◆ EXERCISE OBJECTIVE ◆
Check each line of the records below for the word "Nicolau" and copy those where it appears.

:: INFORMATION PROVIDED

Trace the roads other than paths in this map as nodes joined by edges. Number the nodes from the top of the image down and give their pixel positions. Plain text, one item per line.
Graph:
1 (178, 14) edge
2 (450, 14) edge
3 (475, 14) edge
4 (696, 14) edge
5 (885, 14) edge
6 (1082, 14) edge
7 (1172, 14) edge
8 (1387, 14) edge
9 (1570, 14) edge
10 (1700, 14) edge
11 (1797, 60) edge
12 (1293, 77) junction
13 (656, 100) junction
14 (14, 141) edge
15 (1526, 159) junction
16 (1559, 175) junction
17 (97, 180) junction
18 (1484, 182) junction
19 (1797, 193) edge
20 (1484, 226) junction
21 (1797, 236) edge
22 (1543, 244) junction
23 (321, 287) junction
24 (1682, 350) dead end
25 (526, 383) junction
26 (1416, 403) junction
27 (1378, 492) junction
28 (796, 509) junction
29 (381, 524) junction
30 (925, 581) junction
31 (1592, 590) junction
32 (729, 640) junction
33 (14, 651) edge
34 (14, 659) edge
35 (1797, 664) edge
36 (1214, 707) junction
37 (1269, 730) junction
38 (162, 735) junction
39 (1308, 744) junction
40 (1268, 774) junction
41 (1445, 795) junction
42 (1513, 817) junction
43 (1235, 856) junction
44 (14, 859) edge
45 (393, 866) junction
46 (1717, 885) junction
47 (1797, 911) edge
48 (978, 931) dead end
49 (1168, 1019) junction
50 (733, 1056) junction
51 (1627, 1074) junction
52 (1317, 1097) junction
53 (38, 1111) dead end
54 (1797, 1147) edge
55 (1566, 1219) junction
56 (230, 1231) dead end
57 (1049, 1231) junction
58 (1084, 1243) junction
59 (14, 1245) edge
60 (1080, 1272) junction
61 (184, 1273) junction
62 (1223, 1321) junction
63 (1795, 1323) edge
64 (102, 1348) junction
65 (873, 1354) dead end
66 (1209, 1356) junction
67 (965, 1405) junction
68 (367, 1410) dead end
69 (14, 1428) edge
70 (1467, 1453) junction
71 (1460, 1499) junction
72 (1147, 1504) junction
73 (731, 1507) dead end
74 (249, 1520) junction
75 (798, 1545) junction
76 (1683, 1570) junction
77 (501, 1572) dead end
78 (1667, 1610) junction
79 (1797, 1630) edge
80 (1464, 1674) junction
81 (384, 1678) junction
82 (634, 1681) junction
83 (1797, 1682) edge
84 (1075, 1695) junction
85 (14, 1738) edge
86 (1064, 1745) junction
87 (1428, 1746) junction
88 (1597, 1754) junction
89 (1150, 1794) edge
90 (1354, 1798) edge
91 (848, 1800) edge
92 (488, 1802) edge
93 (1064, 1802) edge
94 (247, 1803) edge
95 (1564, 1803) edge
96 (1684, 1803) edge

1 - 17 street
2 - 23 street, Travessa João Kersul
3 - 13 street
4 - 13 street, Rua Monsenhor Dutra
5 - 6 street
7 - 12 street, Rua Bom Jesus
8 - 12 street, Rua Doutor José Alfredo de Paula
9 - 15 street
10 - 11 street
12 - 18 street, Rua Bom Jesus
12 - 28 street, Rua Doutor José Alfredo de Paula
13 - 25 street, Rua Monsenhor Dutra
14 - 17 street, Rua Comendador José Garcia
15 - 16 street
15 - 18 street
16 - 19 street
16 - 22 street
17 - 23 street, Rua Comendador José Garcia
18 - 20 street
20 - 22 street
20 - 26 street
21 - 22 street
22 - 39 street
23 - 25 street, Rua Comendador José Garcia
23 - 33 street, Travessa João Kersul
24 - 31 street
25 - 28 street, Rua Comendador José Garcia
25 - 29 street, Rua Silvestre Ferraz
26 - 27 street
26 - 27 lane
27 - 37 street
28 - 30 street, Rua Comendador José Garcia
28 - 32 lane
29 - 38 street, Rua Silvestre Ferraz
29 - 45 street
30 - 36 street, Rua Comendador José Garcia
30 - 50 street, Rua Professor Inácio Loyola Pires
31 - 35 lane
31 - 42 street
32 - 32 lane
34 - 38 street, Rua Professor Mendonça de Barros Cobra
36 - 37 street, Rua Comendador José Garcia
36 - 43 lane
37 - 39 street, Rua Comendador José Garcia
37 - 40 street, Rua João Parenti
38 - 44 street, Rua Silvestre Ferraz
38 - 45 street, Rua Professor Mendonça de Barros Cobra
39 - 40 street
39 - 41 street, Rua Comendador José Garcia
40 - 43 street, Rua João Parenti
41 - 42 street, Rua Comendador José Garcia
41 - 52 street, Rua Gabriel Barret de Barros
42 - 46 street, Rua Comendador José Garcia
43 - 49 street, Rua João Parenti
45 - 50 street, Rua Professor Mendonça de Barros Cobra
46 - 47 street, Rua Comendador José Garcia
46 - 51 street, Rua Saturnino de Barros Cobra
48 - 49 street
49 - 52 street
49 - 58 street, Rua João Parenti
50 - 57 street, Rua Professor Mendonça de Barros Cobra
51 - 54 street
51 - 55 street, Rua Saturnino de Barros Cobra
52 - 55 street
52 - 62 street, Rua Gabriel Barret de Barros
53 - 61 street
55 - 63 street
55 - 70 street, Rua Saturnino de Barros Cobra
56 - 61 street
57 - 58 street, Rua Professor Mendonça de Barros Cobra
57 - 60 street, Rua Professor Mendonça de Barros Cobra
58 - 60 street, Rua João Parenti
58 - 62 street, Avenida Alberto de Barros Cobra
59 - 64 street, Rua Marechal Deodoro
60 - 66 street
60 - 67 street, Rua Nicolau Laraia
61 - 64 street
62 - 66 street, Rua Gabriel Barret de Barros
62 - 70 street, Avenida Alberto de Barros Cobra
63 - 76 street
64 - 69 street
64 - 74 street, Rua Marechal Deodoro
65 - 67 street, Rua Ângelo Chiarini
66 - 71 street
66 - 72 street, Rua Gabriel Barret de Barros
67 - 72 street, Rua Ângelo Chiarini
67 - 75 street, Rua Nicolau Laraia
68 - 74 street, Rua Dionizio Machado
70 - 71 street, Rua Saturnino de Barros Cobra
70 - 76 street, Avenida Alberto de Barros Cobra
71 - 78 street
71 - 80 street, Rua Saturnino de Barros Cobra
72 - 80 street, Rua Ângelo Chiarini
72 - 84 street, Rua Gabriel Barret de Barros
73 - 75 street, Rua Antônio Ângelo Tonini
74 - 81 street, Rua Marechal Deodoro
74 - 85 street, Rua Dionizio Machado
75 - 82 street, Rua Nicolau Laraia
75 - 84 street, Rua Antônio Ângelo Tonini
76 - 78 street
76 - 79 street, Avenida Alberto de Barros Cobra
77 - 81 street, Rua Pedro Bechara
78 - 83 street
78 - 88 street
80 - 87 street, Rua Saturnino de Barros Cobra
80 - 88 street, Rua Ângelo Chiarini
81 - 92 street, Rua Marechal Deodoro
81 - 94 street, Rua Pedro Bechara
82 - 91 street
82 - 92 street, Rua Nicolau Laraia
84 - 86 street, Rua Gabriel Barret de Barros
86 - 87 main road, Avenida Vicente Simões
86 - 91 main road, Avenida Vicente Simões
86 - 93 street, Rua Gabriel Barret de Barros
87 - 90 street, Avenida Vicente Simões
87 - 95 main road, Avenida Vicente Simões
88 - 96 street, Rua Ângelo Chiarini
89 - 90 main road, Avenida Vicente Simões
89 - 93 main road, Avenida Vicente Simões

::::

◆ WRITTEN RESPONSE ◆
60 - 67 street, Rua Nicolau Laraia
67 - 75 street, Rua Nicolau Laraia
75 - 82 street, Rua Nicolau Laraia
82 - 92 street, Rua Nicolau Laraia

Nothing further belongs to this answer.